Her soon-to-be ex-husband put his appraiser on the witness stand. Her attorney asked that appraiser (licensed in Oklahoma and not related to any party) one question: "Did you go into the house?"

The appraiser had to admit that he did not go into the house.

The next words from the judge were as follows: "You are not qualified to testify as to the value of that house."

Food for thought.
 
Intended User doesn't mean squat when you are subpoenaed to court. When you are served, you must go, and you probably will be served. The judge will not be talking about 'intended user'.

One point that doesn't seem to have come up yet is whether an exterior only (or no inspection) appraisal will stand up in court. The odds are pretty good it won't. (Although, no one can predict with certainty what a judge will do.)

It seems that "going to court" with the appraisal was not the intended use. So if the client uses the appraisal for a non-intended use, isn't that the fault of the client, rather than the appraiser?
 
Greg Boyd said:
It seems that "going to court" with the appraisal was not the intended use. So if the client uses the appraisal for a non-intended use, isn't that the fault of the client, rather than the appraiser?
That is true. But, that doesn't mean you cannot be supoened (sp... too lazy to look it up). Ozarkian: su-peenied.

However, most judges would probably not allow the testimony if the other attorney objected on that basis (just my guess).
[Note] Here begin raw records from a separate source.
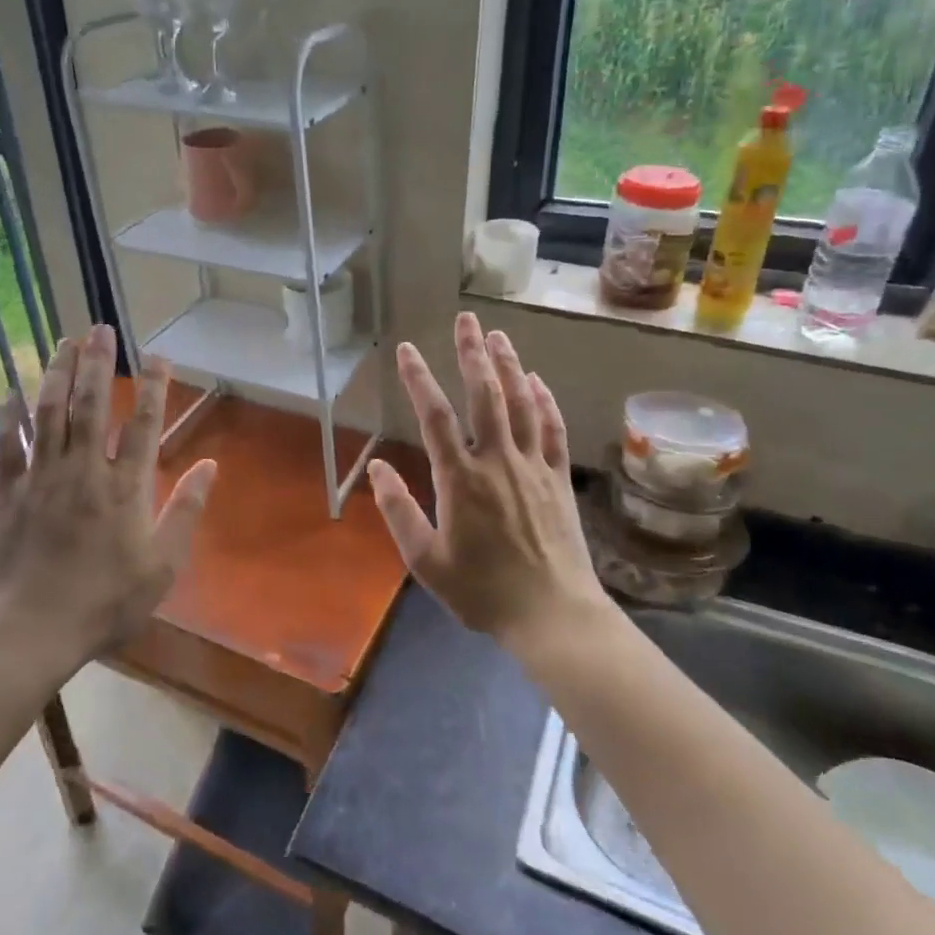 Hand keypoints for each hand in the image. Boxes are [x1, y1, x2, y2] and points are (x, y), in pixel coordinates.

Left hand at [0, 326, 215, 667]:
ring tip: (65, 343)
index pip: (144, 425)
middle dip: (99, 364)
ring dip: (58, 375)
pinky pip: (7, 446)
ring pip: (50, 414)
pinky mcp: (10, 493)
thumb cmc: (105, 601)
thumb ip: (186, 511)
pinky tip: (9, 391)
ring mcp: (43, 478)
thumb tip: (211, 465)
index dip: (154, 388)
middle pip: (92, 406)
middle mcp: (84, 470)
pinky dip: (8, 416)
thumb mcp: (162, 564)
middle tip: (101, 329)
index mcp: (125, 487)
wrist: (31, 628)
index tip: (159, 357)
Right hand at [368, 313, 607, 650]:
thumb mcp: (426, 561)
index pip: (436, 418)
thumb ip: (399, 512)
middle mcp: (498, 462)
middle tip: (467, 319)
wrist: (552, 614)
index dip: (419, 380)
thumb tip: (375, 468)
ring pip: (521, 404)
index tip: (406, 350)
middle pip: (485, 396)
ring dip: (509, 366)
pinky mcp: (558, 478)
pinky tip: (536, 381)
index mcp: (461, 480)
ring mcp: (533, 466)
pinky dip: (544, 401)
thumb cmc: (482, 591)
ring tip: (498, 335)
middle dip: (473, 354)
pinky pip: (552, 429)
One thing to be certain of... if you go to court as a professional witness, be sure you get professional payment. As far as I'm concerned, if that happens, it's all good.
 
If the intended use is for litigation feasibility, I don't see any reason why it couldn't be done as a drive-by. The intended use is legitimate and the amount of data may or may not be sufficient for you to conclude credible results.

IMO, it would be possible to complete the assignment with minimal data sources, as long as you customize engagement agreement and the SOW to include the fact that from the start, there is no answer to the value question, and that your client has requested you to get the best answer you can. Yes, there is a point where the data available returns a 'no value', but that's a pretty low threshold.

Assume your subject is a 2br/1ba unit and you know the GLA. How hard is it to research the price range for similar units? Of course, the value is dependent on condition and factors regarding the HOA/project. But at this stage, if the go/no-go point is $400k, and your value range comes back with $375k to $450k, that is very useful information; enough for the attorney to take it to his/her client and make a decision. Likewise, if the value range is $325k to $375k, that information is just as useful.

The client has a simple problem: Do we proceed along this course?
The answer is dependent on the value. The question is, "Does it appear feasible that there is sufficient value to proceed?" This is exactly the kind of problem that appraisers solve.

If one were uncomfortable with this, one could recommend an AVM.

And, if the client is incompetent enough to use this report and require my testimony about it in a case or deposition when they know that is not the intended use, then I can say to the opposing counsel when asked,
"My report was not intended for this litigation, and isn't credible for the purposes being used in this case. My client and I discussed this before I accepted the engagement, it is clearly stated though out my report, and I again reminded my client of this fact prior to my testimony."


So, again, I see little (or, very manageable) risk as long as the engagement and SOW are clearly written, the purpose/intended use of the results is clearly established, and the reliability of the results are clearly understood.